+++ Input
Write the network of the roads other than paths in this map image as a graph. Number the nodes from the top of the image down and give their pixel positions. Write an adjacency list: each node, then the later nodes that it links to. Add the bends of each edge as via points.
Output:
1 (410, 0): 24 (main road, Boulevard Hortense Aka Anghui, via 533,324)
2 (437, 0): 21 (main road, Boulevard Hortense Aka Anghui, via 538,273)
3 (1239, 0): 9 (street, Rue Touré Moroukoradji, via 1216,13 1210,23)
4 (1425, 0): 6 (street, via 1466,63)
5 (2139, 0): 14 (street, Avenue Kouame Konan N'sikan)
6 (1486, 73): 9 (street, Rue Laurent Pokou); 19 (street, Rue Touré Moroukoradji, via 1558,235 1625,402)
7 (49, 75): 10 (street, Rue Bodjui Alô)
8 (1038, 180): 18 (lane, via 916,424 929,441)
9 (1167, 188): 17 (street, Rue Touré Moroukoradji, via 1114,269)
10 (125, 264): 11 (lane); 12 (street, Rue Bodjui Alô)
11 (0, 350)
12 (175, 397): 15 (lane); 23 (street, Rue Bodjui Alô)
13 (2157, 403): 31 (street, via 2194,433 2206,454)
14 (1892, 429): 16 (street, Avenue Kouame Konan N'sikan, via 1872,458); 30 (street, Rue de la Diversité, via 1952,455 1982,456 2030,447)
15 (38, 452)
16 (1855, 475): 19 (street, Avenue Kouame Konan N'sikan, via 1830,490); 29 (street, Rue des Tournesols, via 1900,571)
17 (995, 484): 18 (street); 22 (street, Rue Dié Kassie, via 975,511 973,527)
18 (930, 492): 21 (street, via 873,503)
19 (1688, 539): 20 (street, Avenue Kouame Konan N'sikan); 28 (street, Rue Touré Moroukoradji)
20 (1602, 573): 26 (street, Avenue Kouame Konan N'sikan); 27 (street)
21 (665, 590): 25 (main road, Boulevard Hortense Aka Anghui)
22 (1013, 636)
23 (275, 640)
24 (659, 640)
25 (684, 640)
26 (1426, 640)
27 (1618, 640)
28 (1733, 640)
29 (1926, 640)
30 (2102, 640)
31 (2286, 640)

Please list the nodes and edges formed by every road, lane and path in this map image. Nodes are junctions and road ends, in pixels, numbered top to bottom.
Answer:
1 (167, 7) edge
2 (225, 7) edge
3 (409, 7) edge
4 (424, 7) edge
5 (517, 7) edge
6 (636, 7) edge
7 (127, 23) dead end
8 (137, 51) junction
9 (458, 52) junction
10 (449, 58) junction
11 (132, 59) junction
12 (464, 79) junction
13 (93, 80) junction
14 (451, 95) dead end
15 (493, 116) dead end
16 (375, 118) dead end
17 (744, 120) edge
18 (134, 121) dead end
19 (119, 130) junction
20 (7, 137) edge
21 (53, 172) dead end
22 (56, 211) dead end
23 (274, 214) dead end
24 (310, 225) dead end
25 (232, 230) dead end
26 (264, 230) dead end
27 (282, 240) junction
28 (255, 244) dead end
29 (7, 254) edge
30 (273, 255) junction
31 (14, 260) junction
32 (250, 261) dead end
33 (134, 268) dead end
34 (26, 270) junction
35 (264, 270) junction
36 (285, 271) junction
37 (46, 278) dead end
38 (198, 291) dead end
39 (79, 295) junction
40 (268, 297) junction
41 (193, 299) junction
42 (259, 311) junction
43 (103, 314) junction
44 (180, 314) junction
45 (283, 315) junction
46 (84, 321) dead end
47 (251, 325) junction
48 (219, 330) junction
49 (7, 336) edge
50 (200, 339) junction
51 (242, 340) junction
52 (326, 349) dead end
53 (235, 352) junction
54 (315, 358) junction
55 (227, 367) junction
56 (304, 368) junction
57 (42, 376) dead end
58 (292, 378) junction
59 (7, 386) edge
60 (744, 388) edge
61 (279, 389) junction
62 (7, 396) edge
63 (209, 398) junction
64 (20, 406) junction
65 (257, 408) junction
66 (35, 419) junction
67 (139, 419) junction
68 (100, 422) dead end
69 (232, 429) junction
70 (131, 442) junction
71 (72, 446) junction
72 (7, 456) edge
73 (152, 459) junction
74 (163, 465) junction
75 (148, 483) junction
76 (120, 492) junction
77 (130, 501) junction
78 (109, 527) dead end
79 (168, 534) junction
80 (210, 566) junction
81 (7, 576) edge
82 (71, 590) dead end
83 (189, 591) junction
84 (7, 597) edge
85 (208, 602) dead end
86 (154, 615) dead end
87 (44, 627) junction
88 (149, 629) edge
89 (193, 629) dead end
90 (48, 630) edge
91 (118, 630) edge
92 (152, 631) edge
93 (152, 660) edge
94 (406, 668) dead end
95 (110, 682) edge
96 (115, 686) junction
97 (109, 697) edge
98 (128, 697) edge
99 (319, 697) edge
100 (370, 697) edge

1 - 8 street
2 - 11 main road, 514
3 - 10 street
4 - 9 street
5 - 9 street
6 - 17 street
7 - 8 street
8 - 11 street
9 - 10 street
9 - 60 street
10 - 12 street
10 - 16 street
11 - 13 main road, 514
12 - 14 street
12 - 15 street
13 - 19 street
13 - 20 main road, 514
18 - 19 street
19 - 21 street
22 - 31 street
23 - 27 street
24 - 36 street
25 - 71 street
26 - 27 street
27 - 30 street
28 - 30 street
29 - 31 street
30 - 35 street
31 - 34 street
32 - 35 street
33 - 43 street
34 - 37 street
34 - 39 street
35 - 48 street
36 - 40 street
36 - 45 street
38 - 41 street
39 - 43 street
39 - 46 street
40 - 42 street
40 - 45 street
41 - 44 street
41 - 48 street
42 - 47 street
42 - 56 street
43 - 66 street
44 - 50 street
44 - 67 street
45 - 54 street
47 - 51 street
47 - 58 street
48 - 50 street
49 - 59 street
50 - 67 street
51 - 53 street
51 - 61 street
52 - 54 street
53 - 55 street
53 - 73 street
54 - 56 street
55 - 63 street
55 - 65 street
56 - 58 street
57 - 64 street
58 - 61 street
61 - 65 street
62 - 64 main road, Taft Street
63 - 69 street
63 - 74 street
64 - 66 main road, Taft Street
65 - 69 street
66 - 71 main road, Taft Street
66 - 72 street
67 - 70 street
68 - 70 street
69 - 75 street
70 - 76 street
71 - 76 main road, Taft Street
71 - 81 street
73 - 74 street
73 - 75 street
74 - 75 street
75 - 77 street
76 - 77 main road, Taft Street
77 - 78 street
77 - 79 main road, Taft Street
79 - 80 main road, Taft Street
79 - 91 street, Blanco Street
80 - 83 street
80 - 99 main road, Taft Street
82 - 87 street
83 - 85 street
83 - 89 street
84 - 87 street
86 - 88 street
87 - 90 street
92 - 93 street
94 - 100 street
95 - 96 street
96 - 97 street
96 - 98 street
++++++
Exercise
Collect the lines of the records that include the string "Kouame".

Task response
5 (2139, 0): 14 (street, Avenue Kouame Konan N'sikan)
14 (1892, 429): 16 (street, Avenue Kouame Konan N'sikan, via 1872,458); 30 (street, Rue de la Diversité, via 1952,455 1982,456 2030,447)
16 (1855, 475): 19 (street, Avenue Kouame Konan N'sikan, via 1830,490); 29 (street, Rue des Tournesols, via 1900,571)
19 (1688, 539): 20 (street, Avenue Kouame Konan N'sikan); 28 (street, Rue Touré Moroukoradji)
20 (1602, 573): 26 (street, Avenue Kouame Konan N'sikan); 27 (street)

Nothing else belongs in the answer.